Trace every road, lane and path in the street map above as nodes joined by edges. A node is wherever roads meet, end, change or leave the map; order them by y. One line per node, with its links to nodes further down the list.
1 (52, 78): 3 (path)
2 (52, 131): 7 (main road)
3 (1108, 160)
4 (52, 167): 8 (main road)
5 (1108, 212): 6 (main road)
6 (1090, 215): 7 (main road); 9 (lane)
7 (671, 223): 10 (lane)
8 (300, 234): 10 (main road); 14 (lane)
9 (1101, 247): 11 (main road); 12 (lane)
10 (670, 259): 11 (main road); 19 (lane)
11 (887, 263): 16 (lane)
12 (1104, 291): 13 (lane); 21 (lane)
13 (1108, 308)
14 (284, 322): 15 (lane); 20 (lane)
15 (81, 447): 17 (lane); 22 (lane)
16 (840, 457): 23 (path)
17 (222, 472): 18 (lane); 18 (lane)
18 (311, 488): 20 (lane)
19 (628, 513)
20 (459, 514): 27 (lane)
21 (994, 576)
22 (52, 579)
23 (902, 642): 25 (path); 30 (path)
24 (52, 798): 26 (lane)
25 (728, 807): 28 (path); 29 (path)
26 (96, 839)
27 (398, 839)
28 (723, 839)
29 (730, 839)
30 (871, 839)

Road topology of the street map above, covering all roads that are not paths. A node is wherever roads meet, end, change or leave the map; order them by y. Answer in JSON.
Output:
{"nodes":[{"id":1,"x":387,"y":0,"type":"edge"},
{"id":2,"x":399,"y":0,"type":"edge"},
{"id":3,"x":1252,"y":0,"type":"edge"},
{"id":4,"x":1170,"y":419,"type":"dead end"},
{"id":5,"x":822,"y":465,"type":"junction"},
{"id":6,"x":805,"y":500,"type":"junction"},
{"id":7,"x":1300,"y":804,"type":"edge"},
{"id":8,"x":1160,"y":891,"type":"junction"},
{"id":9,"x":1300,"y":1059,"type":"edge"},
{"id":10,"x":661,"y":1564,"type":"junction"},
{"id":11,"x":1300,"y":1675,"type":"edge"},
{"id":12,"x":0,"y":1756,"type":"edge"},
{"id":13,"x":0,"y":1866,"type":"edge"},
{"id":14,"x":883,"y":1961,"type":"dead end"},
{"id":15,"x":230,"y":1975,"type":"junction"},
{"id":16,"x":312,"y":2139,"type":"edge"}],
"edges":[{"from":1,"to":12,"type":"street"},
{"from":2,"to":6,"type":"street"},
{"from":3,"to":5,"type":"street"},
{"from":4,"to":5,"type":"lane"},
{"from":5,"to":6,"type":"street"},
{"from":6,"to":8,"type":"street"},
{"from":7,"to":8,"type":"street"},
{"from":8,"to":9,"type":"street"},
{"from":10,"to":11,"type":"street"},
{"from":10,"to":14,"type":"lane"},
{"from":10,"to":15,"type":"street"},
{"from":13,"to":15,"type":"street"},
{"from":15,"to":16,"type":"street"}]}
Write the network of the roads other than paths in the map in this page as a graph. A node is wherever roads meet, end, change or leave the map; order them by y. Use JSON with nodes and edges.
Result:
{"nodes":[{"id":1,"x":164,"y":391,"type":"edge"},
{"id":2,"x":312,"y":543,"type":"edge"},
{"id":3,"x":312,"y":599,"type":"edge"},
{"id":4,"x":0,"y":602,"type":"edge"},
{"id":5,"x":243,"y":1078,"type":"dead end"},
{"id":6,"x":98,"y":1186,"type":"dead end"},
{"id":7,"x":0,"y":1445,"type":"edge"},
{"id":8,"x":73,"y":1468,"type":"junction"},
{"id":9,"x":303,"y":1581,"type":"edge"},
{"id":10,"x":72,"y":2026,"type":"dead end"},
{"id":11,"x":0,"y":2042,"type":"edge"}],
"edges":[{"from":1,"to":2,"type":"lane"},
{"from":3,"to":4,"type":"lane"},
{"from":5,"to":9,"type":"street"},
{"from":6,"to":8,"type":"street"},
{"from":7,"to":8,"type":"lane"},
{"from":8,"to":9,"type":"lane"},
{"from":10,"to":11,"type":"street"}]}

☆ ☆ ☆ ☆ ☆ ☆ ☆

Problem to solve: Check the data above and report how many lines include the word "JSON", using a bare number.

Response: 2